What the exercise asks:
Find every line in the records below that holds the word "highway" and copy it.

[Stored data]
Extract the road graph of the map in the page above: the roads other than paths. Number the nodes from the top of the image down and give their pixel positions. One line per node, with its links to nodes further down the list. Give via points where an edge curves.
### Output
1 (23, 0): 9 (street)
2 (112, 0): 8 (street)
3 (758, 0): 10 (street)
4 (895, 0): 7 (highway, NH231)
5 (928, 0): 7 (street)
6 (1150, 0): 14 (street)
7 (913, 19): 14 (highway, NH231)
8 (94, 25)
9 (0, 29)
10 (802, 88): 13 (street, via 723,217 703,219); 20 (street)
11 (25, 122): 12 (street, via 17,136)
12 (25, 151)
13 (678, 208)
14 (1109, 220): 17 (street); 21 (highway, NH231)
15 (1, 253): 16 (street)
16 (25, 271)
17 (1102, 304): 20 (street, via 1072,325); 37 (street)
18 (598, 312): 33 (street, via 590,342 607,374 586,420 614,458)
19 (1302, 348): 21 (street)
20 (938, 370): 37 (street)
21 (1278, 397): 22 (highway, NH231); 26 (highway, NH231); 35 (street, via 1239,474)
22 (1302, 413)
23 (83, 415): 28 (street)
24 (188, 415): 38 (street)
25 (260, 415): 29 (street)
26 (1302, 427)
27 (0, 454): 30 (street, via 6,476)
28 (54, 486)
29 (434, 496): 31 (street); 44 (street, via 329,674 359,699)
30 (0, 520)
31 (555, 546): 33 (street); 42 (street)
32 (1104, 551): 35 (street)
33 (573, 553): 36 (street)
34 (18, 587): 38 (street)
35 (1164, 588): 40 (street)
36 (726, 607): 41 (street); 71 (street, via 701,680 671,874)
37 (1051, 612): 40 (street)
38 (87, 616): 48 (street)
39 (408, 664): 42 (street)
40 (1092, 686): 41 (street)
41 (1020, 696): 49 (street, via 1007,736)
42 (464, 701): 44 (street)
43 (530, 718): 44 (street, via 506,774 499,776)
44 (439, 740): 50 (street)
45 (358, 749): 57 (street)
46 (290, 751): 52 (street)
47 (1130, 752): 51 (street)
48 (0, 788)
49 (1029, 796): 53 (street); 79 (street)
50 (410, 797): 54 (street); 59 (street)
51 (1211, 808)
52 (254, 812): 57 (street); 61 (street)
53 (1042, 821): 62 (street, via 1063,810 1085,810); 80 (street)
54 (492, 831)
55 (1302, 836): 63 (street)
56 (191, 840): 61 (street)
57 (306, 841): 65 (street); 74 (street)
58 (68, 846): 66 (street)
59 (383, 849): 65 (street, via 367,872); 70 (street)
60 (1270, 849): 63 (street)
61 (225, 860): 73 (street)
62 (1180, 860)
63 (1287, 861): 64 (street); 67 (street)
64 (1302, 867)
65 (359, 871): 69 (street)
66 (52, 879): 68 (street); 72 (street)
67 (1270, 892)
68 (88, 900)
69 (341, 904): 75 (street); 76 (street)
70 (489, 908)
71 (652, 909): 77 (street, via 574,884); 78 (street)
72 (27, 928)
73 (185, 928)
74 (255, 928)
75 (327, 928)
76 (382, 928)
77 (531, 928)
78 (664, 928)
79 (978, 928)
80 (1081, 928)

Task answer:
4 (895, 0): 7 (highway, NH231)
7 (913, 19): 14 (highway, NH231)
14 (1109, 220): 17 (street); 21 (highway, NH231)
21 (1278, 397): 22 (highway, NH231); 26 (highway, NH231); 35 (street, via 1239,474)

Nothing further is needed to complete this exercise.